* **Records to use**:
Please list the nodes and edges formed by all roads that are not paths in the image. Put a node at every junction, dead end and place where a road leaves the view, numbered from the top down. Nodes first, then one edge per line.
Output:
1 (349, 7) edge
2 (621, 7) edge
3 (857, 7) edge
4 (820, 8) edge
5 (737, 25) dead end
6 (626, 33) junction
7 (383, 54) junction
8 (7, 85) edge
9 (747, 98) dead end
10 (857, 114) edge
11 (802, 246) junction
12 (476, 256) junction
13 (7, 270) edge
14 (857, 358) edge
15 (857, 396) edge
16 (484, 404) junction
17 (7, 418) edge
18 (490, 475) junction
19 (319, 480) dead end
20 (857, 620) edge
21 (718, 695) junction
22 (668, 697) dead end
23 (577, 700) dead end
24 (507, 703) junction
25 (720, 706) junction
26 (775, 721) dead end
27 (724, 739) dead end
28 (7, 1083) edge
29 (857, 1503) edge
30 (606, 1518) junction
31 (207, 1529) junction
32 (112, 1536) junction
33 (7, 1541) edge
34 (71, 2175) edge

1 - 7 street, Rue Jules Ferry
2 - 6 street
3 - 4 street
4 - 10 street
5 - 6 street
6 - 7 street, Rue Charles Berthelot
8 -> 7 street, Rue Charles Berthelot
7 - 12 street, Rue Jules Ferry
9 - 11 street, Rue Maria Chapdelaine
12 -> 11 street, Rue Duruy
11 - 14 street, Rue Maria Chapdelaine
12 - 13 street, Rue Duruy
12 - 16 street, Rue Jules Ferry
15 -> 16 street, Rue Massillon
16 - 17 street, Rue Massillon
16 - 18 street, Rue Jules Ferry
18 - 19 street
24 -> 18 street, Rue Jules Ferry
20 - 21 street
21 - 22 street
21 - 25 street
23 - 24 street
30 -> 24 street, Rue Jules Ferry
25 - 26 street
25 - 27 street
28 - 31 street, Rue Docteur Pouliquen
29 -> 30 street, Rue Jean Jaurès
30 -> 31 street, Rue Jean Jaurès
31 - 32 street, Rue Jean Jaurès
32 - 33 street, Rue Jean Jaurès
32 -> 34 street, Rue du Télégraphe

* **Activity**: In the data above, each line holding "Maria" is to be found and copied.

* **Answer box**:
9 - 11 street, Rue Maria Chapdelaine
11 - 14 street, Rue Maria Chapdelaine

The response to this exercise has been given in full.